Over decades, disappointed Labor leaning historians and commentators looked back on the federal election of 1954 and claimed Robert Menzies had “pulled a rabbit out of his hat” to gain advantage against Labor in an election campaign Labor had seemed likely to win.
On April 13, 1954, just weeks before voting day on May 29, Menzies announced in the House of Representatives that the Third Secretary and Consul in the Soviet Embassy in Canberra, Vladimir Petrov, had defected and had requested through ASIO to be given political asylum.
Menzies made clear that he had only been informed of the development a few days earlier. The PM went on to announce that the government would immediately begin the process of setting up a royal commission to investigate espionage activities in Australia, stemming from surveillance by ASIO and information handed over by Petrov.
The process would take time, but the PM believed that the public was due this preliminary information, saying, “while it would have been agreeable for all of us to defer an appointment of such importance until after the new parliament has been established, there can, as I am sure all parties here will agree, be no avoidable delay of investigation into what are already beginning to emerge as the outlines of systematic espionage and at least attempted subversion”.
Evatt was absent from parliament on the evening of April 13, having left late that afternoon for Sydney where he was attending an annual reunion at his alma mater, Fort Street High School.

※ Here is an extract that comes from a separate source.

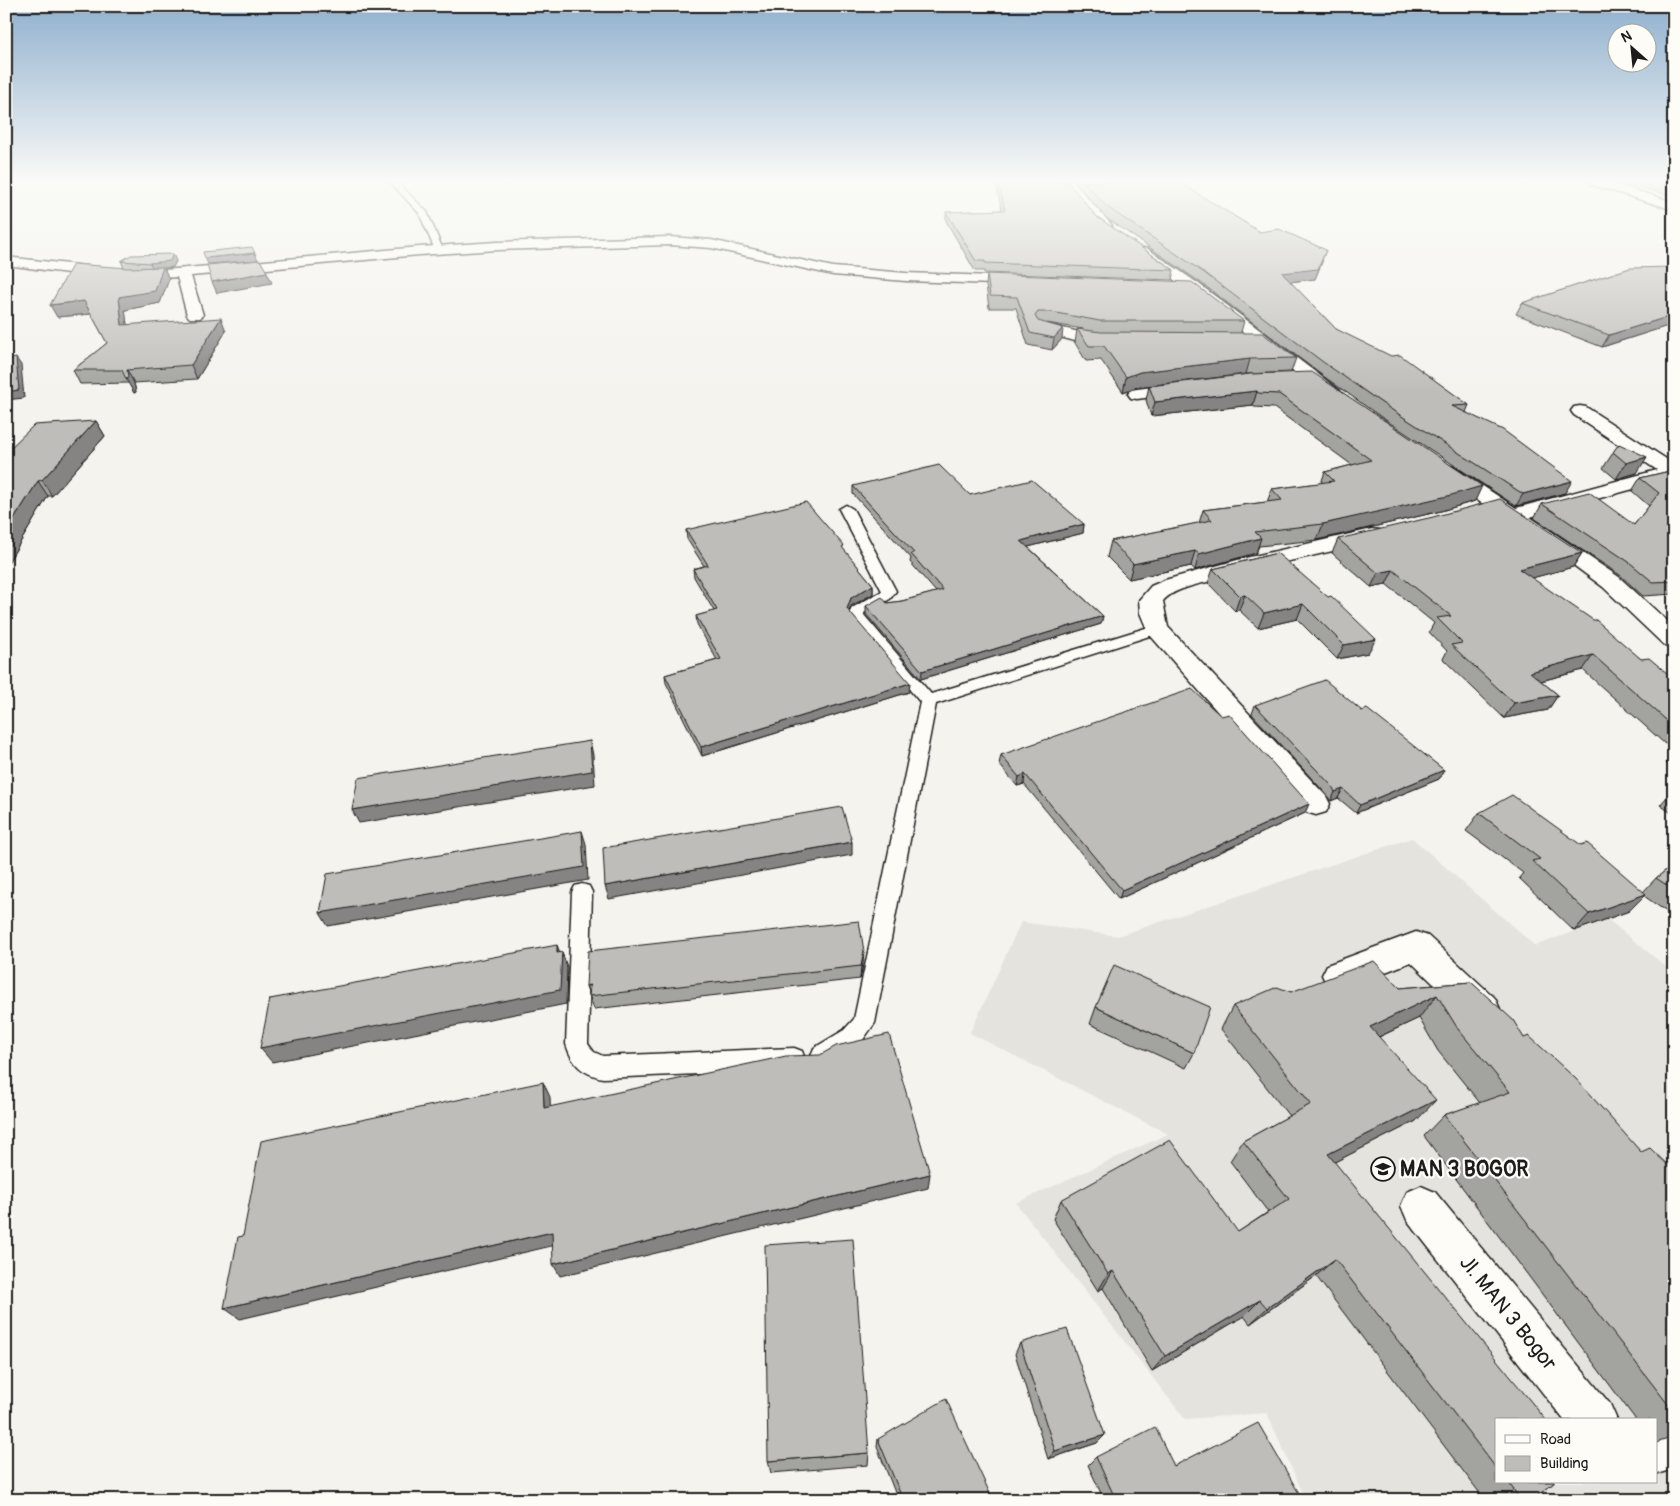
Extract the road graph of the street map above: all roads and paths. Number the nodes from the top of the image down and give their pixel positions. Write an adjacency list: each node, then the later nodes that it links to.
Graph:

Hearing of Menzies’ announcement around 9pm in Sydney, he was livid at not being informed in advance so that he could have stayed in Canberra to be in the House or Representatives.
Evatt’s statement to the press the following day stressed that Labor stood shoulder to shoulder with the government and that if “any person in Australia has been guilty of espionage a Labor government will see that he is prosecuted according to law”.
Menzies was true to his word in avoiding any reference to Petrov or the [royal] commission in the election campaign.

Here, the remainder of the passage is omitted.